• [PROBLEM DESCRIPTION]:
Scan the records for the string "dead" and copy every line that holds it.

Data extracted from a collection:
Start of Block

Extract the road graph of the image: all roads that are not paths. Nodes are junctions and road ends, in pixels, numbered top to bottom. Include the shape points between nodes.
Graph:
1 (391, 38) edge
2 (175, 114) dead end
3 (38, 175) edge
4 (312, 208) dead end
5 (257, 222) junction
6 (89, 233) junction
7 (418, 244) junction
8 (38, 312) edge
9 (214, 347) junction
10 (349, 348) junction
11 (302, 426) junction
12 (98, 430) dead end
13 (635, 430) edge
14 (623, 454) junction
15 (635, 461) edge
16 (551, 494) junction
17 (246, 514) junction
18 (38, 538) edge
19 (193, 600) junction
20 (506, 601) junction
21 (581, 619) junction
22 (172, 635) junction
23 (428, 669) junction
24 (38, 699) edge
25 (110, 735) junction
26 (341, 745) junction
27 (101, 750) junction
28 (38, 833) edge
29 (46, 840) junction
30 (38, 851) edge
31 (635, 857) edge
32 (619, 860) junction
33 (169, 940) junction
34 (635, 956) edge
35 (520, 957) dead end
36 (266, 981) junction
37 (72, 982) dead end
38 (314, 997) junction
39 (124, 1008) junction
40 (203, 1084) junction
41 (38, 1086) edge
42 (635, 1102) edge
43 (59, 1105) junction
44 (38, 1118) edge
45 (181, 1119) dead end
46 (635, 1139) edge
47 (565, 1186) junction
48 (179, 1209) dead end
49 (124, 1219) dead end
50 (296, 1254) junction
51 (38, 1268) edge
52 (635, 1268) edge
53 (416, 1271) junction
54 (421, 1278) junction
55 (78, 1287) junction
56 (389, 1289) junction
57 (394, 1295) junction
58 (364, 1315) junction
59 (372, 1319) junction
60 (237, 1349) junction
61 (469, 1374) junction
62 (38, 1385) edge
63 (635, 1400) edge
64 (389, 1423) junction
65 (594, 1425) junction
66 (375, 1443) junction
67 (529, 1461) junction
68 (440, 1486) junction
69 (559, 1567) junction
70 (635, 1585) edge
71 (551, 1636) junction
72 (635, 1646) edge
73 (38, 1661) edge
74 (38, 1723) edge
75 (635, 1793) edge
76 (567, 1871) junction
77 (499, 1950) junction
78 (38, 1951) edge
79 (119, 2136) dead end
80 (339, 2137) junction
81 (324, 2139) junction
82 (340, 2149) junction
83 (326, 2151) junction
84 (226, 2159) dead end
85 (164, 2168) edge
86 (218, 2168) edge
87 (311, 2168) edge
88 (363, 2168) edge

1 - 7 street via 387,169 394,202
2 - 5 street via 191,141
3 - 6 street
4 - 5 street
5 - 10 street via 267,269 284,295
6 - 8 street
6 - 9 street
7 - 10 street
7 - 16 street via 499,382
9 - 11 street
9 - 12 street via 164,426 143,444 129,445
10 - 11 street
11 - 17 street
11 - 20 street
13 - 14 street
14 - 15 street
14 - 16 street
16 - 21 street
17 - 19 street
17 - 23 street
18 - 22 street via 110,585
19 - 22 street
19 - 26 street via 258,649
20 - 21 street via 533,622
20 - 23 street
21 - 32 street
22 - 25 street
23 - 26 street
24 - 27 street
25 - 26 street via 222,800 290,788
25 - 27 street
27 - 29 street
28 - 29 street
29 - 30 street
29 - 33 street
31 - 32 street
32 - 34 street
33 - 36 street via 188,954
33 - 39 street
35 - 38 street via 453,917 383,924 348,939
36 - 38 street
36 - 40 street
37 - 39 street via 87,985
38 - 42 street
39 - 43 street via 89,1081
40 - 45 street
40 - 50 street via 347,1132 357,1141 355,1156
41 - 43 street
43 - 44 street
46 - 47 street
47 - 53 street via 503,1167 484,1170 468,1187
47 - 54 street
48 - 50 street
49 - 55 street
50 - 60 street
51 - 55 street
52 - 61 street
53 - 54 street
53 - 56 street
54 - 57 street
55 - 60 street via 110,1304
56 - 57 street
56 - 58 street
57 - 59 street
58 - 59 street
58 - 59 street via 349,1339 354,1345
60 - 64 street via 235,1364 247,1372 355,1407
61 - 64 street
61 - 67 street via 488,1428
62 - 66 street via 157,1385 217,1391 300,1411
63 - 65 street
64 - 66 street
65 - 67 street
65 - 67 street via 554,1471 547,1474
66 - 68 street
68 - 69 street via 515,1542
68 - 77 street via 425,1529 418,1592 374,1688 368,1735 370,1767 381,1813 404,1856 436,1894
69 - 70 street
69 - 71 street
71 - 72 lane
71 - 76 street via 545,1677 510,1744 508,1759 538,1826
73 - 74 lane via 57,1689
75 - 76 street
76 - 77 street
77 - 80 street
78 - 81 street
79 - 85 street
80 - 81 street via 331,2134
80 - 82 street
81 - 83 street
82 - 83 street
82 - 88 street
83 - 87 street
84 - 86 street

End of Block

• [EXERCISE SOLUTION]:
2 (175, 114) dead end
4 (312, 208) dead end
12 (98, 430) dead end
35 (520, 957) dead end
37 (72, 982) dead end
45 (181, 1119) dead end
48 (179, 1209) dead end
49 (124, 1219) dead end
79 (119, 2136) dead end
84 (226, 2159) dead end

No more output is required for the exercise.